If you want to avoid a separate heap allocation, this can be done with boost's aligned_storage and placement new. Untested:
template<typename T>
class DelayedAlloc : boost::noncopyable {
boost::aligned_storage<sizeof(T)> storage;
bool valid;
public:
T &get() { assert(valid); return *(T *)storage.address(); }
const T &get() const { assert(valid); return *(const T *)storage.address(); }
DelayedAlloc() { valid = false; }
// Note: Variadic templates require C++0x support
template<typename Args...>
void construct(Args&&... args)
{
assert(!valid);
new(storage.address()) T(std::forward<Args>(args)...);
valid = true;
}
void destruct() {
assert(valid);
valid = false;
get().~T();
}
~DelayedAlloc() { if (valid) destruct(); }
};
class MyClass {
DelayedAlloc<Object> obj;
public:
MyClass() {
// ...
obj.construct(...);
obj.get().foo();
}
}
Or, if Object is copyable (or movable), you can use boost::optional:
class MyClass {
boost::optional<Object> obj;
public:
MyClass() {
// ...
obj = Object(...);
obj->foo();
}
};
You can fully control the object construction and destruction by this trick:
template<typename T>
struct DefferedObject
{
DefferedObject(){}
~DefferedObject(){ value.~T(); }
template<typename...TArgs>
void Construct(TArgs&&...args)
{
new (&value) T(std::forward<TArgs>(args)...);
}
public:
union
{
T value;
};
};
Apply on your sample:
class Program
{
public:
DefferedObject<Object> myObject; //Should not try to call the constructor or do any initializing
Program()
{
...
//Now call the constructor
myObject.Construct(....);
}
}
Big advantage of this solution, is that it does not require any additional allocations, and object memory allocated as normal, but you have control when call to constructor.
Another sample link
If you have access to boost, there is a handy object that is provided called boost::optional<> - this avoids the need for dynamic allocation, e.g.
class foo
{
foo() // default std::string ctor is not called..
{
bar = boost::in_place<std::string>("foo"); // using in place construction (avoid temporary)
}
private:
boost::optional<std::string> bar;
};
You may also be able to rewrite your code to use the constructor initializer list, if you can move off the other initialization into constructors:
class MyClass
{
MyObject myObject; // MyObject doesn't have a default constructor
public:
MyClass()
: /* Make sure that any other initialization needed goes before myObject in other initializers*/
, myObject(/*non-default parameters go here*/)
{
...
}
};
You need to be aware that following such a pattern will lead you to a path where you do a lot of work in constructors, which in turn leads to needing to grasp exception handling and safety (as the canonical way to return an error from a constructor is to throw an exception).

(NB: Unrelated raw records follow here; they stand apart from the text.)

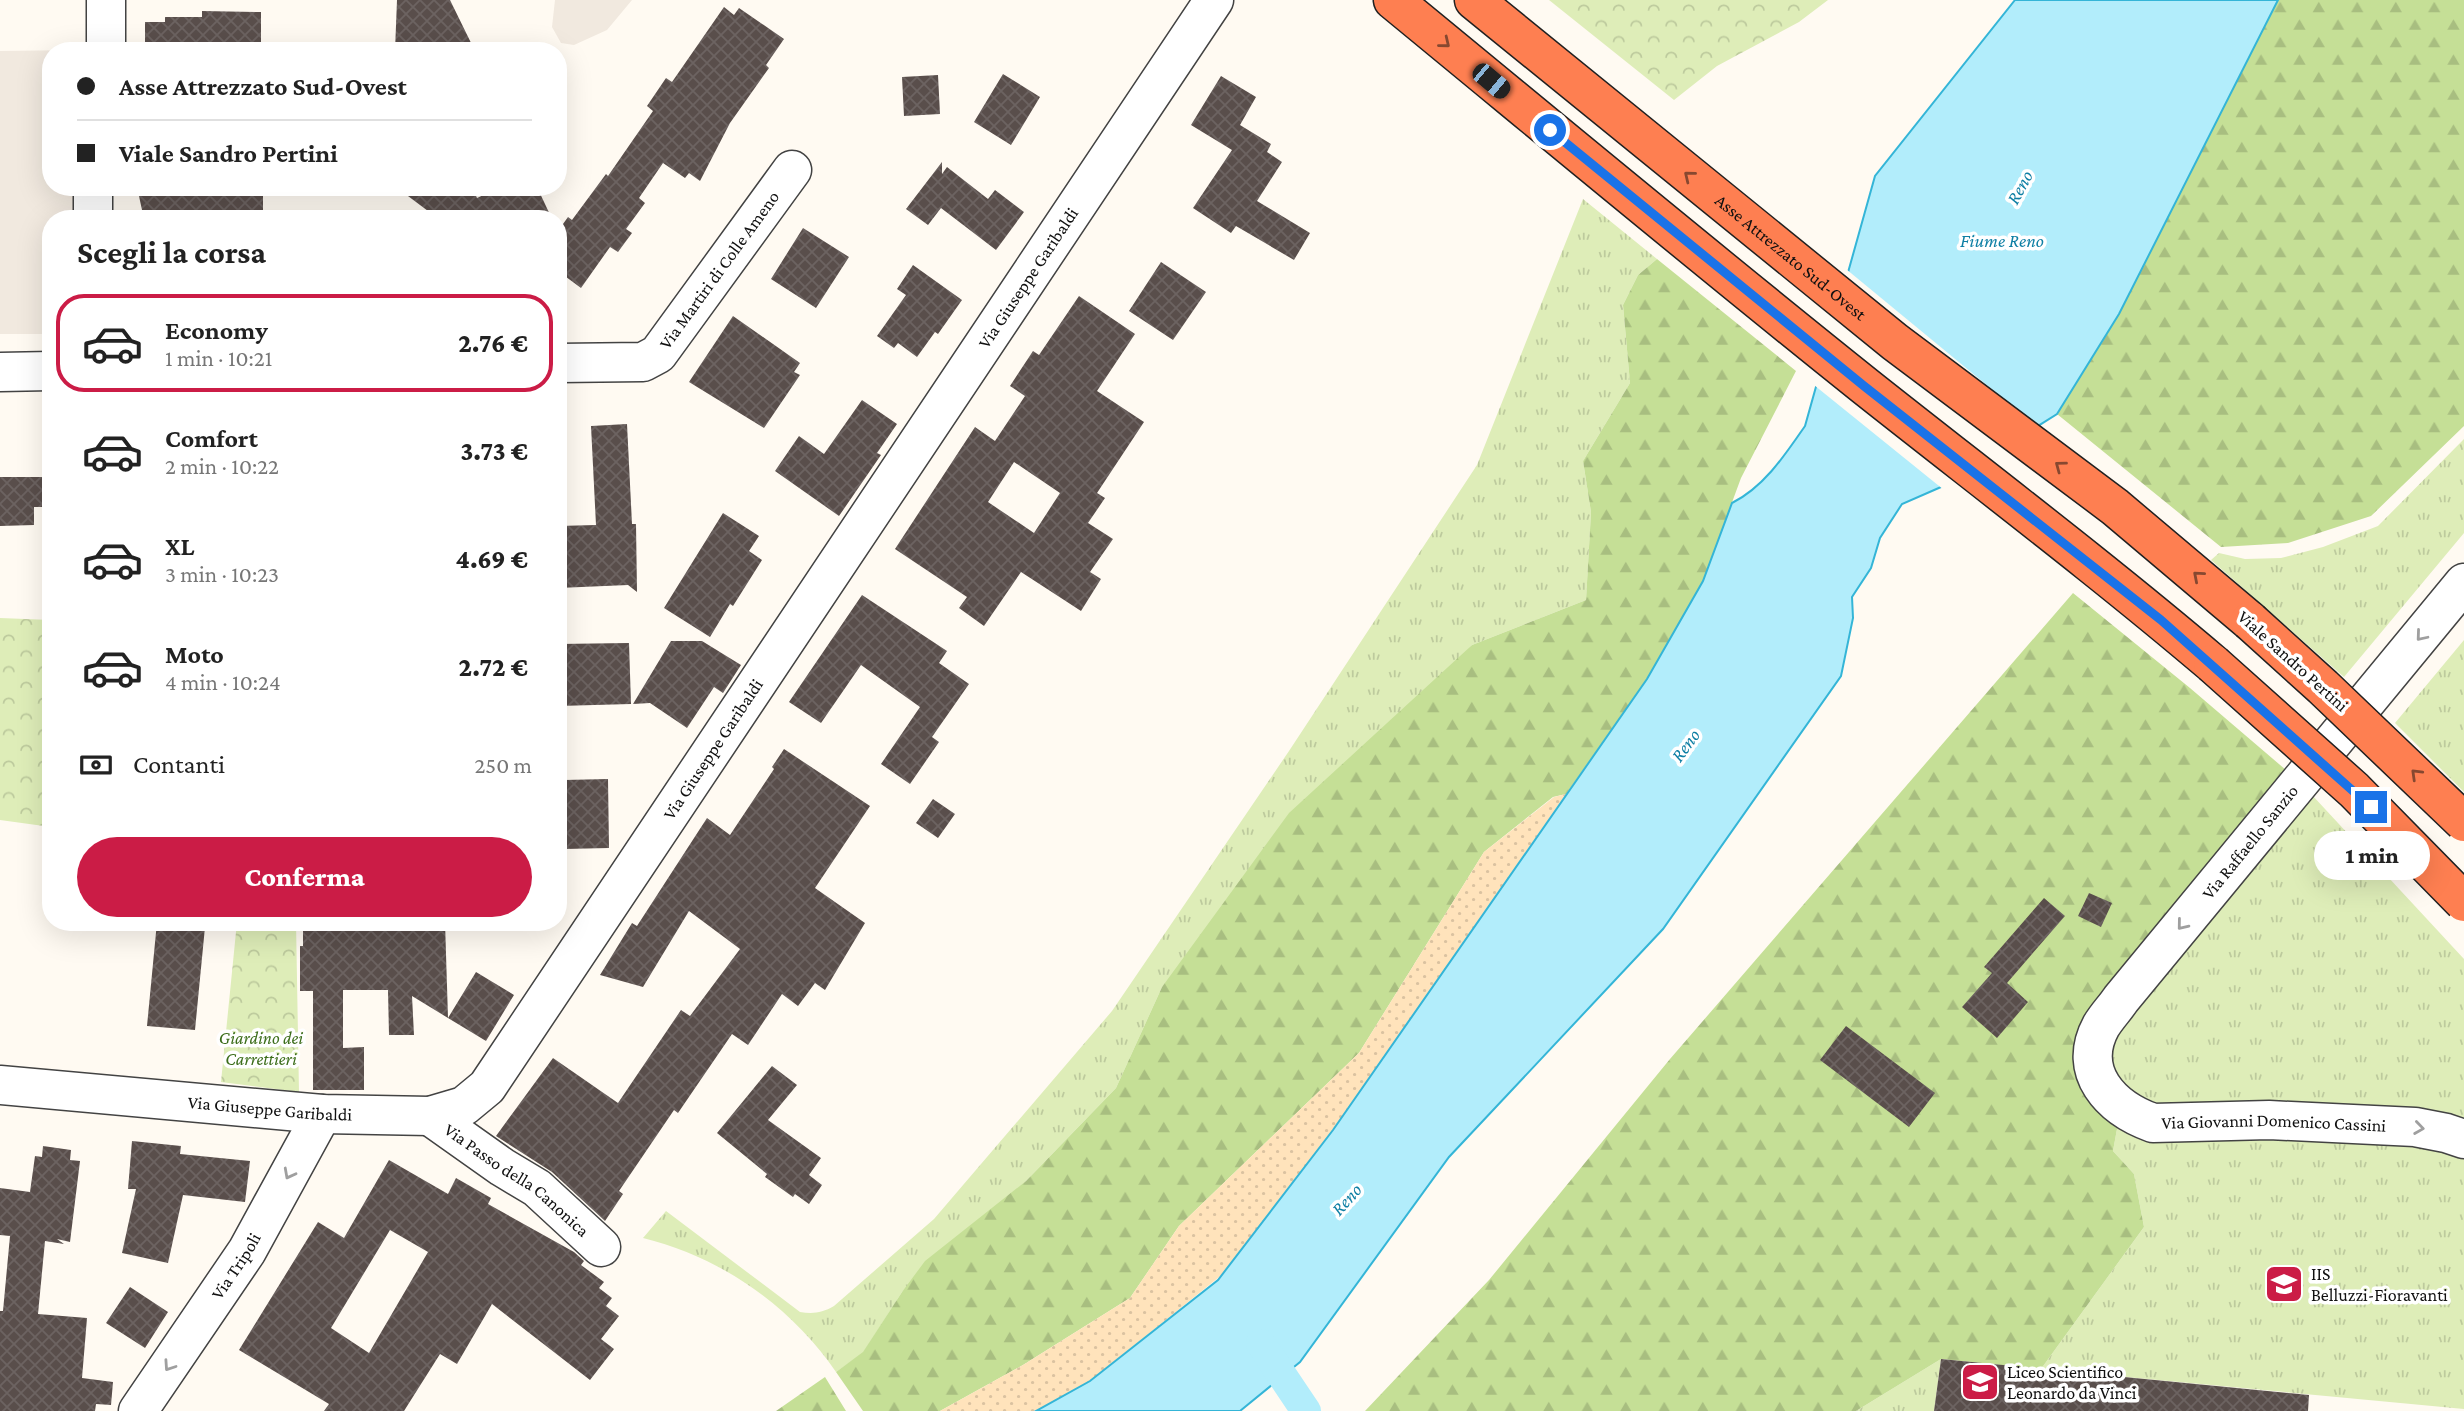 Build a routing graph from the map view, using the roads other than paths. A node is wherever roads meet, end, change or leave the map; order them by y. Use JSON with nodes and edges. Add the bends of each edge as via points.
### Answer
{"nodes":[{"id":1,"x":106,"y":0,"type":"edge"},
{"id":2,"x":1214,"y":0,"type":"edge"},
{"id":3,"x":1393,"y":0,"type":"edge"},
{"id":4,"x":1474,"y":0,"type":"edge"},
{"id":5,"x":106,"y":42,"type":"edge"},
{"id":6,"x":792,"y":170,"type":"dead end"},
{"id":7,"x":567,"y":363,"type":"edge"},
{"id":8,"x":42,"y":371,"type":"edge"},
{"id":9,"x":0,"y":372,"type":"edge"},
{"id":10,"x":2115,"y":507,"type":"joint"},
{"id":11,"x":2464,"y":583,"type":"edge"},
{"id":12,"x":2464,"y":822,"type":"edge"},
{"id":13,"x":2464,"y":902,"type":"edge"},
{"id":14,"x":2098,"y":1081,"type":"joint"},
{"id":15,"x":0,"y":1085,"type":"edge"},
{"id":16,"x":322,"y":1114,"type":"junction"},
{"id":17,"x":430,"y":1116,"type":"junction"},
{"id":18,"x":2464,"y":1139,"type":"edge"},
{"id":19,"x":601,"y":1247,"type":"dead end"},
{"id":20,"x":138,"y":1411,"type":"edge"}],
"edges":[{"from":1,"to":5,"type":"street"},
{"from":2,"to":17,"type":"street","name":"Via Giuseppe Garibaldi","via":[[487,1087],[464,1106]]},
{"from":3,"to":13,"type":"highway","one_way":true,"bridge":true,"via":[[1608,179],[2213,664],[2354,790]]},
{"from":10,"to":4,"type":"highway","name":"Asse Attrezzato Sud-Ovest","one_way":true,"via":[[1895,342]]},
{"from":6,"to":7,"type":"street","name":"Via Martiri di Colle Ameno","via":[[657,354],[643,362]]},
{"from":8,"to":9,"type":"street"},
{"from":12,"to":10,"type":"highway","name":"Viale Sandro Pertini","one_way":true,"bridge":true,"via":[[2250,621]]},
{"from":11,"to":14,"type":"street","name":"Via Raffaello Sanzio","one_way":true,"via":[[2101,1026],[2092,1059]]},
{"from":14,"to":18,"type":"street","name":"Via Giovanni Domenico Cassini","one_way":true,"via":[[2115,1102],[2153,1124],[2269,1120],[2375,1125],[2415,1127]]},
{"from":15,"to":16,"type":"street","name":"Via Giuseppe Garibaldi"},
{"from":16,"to":17,"type":"street","name":"Via Giuseppe Garibaldi"},
{"from":16,"to":20,"type":"street","name":"Via Tripoli","one_way":true,"via":[[247,1251]]},
{"from":17,"to":19,"type":"street","name":"Via Passo della Canonica","via":[[537,1188]]}]}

You can use a pointer (or a smart pointer) to do that. If you do not use a smart pointer, do make sure that your code free memory when the object is deleted. If you use a smart pointer, do not worry about it.
class Program
{
public:
Object * myObject;
Program():
myObject(new Object())
{
}
~Program()
{
delete myObject;
}
// WARNING: Create copy constructor and = operator to obey rule of three.
}
A trick that involves anonymous union and placement new
this is similar to jenkas' answer but more direct
class Program
{
public:
union{
Object myObject;
}; //being a union member in this case prevents the compiler from attempting to call the (undefined) default constructor
Program()
{
...
//Now call the constructor
new (&myObject) Object(...);
}
~Program()
{
myobject.~Object(); //also make sure you explicitly call the object's destructor
}
}
however the catch is that now you must explicitly define all the special member functions as the compiler will delete them by default.